Among the records, find the lines that hold the string "BECK" and return them.

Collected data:
+-------+

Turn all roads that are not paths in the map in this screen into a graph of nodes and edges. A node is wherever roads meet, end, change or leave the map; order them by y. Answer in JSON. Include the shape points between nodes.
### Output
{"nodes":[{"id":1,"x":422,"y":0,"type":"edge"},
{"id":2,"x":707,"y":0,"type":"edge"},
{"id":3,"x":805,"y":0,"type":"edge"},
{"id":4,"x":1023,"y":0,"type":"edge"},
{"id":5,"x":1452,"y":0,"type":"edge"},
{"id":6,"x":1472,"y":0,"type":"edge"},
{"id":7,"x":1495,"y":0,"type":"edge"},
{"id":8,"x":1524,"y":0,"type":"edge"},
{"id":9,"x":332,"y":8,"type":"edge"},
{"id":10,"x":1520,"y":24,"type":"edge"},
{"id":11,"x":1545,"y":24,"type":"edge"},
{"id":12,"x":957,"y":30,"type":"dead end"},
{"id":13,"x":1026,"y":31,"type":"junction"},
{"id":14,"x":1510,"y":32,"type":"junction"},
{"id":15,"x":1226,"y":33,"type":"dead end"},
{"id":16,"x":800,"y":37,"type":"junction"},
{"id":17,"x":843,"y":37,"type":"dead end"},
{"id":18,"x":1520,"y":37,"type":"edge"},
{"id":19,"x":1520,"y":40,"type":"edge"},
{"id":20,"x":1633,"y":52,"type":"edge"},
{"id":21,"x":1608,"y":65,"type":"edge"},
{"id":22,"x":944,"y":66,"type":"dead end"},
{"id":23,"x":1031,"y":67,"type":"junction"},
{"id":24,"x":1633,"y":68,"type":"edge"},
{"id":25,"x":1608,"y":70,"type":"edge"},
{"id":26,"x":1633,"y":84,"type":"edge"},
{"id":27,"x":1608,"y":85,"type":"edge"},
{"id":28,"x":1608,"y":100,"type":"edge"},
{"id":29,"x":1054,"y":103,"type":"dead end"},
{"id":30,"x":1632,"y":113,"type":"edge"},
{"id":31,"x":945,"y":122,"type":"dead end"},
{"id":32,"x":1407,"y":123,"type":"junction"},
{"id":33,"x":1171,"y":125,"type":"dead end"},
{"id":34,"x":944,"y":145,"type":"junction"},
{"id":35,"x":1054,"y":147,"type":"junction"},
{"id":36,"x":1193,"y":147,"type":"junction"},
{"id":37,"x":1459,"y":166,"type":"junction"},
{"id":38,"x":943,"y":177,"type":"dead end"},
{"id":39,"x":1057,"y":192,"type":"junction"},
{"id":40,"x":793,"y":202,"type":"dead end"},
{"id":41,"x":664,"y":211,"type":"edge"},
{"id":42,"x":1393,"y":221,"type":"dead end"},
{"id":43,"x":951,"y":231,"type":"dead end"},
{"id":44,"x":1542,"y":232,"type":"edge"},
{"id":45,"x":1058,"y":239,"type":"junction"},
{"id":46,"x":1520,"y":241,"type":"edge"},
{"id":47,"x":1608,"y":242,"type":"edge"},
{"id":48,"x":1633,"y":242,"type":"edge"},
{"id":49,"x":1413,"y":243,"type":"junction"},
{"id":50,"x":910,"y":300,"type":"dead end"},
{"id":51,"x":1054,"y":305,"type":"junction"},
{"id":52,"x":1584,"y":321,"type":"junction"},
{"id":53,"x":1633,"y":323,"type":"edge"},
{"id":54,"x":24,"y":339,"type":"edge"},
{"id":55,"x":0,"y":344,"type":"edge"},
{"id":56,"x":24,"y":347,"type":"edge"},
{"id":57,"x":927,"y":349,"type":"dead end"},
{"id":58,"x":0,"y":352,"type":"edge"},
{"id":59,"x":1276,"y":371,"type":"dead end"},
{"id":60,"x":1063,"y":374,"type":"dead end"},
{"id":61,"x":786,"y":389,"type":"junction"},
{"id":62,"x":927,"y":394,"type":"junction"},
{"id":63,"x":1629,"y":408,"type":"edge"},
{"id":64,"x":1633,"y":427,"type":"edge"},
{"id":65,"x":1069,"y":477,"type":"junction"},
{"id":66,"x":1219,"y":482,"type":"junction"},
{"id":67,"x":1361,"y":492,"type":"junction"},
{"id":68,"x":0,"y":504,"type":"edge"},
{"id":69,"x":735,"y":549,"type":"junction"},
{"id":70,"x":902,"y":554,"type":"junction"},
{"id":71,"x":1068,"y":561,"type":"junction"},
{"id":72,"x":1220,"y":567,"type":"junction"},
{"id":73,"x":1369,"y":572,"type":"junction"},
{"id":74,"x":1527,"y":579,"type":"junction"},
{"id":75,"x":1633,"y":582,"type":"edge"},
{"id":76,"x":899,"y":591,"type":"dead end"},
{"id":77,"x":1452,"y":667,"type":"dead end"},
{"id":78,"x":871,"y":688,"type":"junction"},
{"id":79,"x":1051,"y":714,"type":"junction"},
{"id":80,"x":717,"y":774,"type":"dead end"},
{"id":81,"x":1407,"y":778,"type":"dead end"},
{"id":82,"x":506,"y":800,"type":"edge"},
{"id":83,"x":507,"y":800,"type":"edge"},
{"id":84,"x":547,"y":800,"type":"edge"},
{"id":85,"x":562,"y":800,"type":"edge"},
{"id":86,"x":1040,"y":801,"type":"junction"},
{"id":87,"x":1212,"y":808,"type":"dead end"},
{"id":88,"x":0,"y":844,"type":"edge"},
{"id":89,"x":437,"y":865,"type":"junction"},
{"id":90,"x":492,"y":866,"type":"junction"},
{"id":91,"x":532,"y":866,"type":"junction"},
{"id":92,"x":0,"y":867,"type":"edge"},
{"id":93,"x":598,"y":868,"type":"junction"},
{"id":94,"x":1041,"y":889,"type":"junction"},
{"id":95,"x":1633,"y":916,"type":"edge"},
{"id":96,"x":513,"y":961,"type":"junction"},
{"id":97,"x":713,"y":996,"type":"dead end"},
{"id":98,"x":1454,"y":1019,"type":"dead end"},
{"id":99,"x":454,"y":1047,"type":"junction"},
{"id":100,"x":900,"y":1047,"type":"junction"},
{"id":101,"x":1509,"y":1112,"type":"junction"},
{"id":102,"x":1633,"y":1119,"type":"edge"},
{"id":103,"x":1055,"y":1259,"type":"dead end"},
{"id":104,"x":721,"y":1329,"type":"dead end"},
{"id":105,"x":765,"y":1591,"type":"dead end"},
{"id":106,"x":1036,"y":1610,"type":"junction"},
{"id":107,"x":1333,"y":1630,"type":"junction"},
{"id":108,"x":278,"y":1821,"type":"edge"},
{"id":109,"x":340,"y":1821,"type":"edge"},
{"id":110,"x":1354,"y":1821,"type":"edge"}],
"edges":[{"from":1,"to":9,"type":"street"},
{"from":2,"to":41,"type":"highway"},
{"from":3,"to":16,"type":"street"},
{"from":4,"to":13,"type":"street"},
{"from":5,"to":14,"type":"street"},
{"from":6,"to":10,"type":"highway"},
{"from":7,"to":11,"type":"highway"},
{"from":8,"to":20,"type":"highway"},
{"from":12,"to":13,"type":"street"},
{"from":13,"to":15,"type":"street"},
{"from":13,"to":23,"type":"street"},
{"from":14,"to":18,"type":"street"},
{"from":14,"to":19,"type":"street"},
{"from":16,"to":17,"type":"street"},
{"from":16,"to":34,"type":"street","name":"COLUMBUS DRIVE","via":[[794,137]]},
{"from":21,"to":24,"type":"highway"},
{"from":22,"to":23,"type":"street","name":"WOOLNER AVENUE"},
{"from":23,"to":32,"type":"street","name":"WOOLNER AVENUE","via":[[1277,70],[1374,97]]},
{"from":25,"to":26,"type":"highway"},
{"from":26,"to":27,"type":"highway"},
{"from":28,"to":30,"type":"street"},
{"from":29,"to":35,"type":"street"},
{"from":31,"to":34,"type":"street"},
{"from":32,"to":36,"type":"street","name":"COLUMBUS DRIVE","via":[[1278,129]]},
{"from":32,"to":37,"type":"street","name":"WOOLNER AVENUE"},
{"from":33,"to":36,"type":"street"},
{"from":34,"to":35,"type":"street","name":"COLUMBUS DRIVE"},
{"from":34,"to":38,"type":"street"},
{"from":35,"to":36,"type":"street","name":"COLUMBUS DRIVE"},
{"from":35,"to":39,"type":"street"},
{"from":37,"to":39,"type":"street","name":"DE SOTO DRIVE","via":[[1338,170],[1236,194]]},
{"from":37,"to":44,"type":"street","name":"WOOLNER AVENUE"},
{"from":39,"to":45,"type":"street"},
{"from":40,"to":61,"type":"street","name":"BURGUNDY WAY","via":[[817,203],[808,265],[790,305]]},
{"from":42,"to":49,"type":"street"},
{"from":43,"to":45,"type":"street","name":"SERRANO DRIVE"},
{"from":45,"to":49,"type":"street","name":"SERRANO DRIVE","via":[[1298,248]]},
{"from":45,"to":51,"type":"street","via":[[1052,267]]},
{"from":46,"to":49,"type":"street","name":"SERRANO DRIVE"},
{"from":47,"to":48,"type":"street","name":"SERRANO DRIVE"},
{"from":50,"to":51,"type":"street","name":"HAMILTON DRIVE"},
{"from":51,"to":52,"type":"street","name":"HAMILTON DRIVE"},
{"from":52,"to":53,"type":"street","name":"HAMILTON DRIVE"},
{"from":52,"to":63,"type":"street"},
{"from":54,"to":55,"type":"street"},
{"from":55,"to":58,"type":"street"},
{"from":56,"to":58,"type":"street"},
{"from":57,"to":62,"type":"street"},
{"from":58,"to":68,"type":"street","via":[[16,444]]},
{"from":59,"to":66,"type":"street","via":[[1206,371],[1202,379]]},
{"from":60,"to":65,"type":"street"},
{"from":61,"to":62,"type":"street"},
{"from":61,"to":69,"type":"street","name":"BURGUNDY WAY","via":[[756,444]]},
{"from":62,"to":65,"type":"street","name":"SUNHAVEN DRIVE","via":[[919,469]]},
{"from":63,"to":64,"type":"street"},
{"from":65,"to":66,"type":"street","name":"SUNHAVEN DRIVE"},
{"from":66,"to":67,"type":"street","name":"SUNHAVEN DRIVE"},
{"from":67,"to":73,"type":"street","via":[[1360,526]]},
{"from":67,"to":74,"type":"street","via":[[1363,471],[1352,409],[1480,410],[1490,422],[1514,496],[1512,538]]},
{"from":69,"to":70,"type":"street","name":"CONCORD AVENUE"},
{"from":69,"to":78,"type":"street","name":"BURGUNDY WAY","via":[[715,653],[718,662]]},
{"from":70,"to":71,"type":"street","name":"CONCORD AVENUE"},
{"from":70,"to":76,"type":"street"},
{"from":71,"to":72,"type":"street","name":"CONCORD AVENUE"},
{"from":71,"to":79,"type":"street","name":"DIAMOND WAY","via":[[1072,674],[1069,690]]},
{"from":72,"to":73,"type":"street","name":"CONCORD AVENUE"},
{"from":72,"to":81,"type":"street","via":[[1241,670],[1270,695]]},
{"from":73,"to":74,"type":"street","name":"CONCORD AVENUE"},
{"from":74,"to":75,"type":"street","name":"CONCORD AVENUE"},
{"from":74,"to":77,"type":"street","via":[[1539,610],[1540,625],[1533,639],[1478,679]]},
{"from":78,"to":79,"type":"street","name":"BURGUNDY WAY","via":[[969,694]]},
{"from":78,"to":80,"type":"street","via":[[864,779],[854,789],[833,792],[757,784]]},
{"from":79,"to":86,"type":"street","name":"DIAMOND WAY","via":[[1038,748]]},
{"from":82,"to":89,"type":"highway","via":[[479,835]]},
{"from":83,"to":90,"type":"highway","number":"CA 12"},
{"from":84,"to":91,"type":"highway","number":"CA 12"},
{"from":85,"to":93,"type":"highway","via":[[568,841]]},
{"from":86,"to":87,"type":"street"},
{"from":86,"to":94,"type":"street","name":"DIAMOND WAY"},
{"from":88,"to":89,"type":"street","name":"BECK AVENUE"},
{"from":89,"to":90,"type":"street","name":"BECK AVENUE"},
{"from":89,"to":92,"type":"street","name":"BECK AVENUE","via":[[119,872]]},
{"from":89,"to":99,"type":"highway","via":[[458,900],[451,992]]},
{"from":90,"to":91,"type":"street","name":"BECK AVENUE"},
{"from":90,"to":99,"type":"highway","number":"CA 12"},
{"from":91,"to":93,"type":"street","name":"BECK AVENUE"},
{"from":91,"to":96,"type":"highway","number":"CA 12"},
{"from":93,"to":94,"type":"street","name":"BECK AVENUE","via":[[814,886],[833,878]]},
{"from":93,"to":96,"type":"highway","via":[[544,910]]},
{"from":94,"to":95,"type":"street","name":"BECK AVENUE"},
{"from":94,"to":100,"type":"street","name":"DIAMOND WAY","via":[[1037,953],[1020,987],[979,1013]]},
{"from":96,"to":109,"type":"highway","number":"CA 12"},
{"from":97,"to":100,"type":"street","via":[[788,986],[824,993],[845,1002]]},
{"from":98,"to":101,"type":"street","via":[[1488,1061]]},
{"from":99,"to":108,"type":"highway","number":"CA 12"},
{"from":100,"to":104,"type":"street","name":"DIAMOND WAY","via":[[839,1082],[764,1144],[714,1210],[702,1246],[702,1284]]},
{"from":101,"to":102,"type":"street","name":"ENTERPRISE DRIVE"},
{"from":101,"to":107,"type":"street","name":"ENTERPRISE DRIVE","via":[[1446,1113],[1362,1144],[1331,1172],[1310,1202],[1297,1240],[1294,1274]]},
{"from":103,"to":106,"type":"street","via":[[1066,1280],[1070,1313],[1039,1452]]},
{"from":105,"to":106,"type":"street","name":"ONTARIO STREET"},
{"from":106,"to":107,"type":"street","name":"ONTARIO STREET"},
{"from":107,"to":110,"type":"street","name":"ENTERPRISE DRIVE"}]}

+-------+

Answer box >>
{"from":88,"to":89,"type":"street","name":"BECK AVENUE"},
{"from":89,"to":90,"type":"street","name":"BECK AVENUE"},
{"from":89,"to":92,"type":"street","name":"BECK AVENUE","via":[[119,872]]},
{"from":90,"to":91,"type":"street","name":"BECK AVENUE"},
{"from":91,"to":93,"type":"street","name":"BECK AVENUE"},
{"from":93,"to":94,"type":"street","name":"BECK AVENUE","via":[[814,886],[833,878]]},
{"from":94,"to":95,"type":"street","name":"BECK AVENUE"},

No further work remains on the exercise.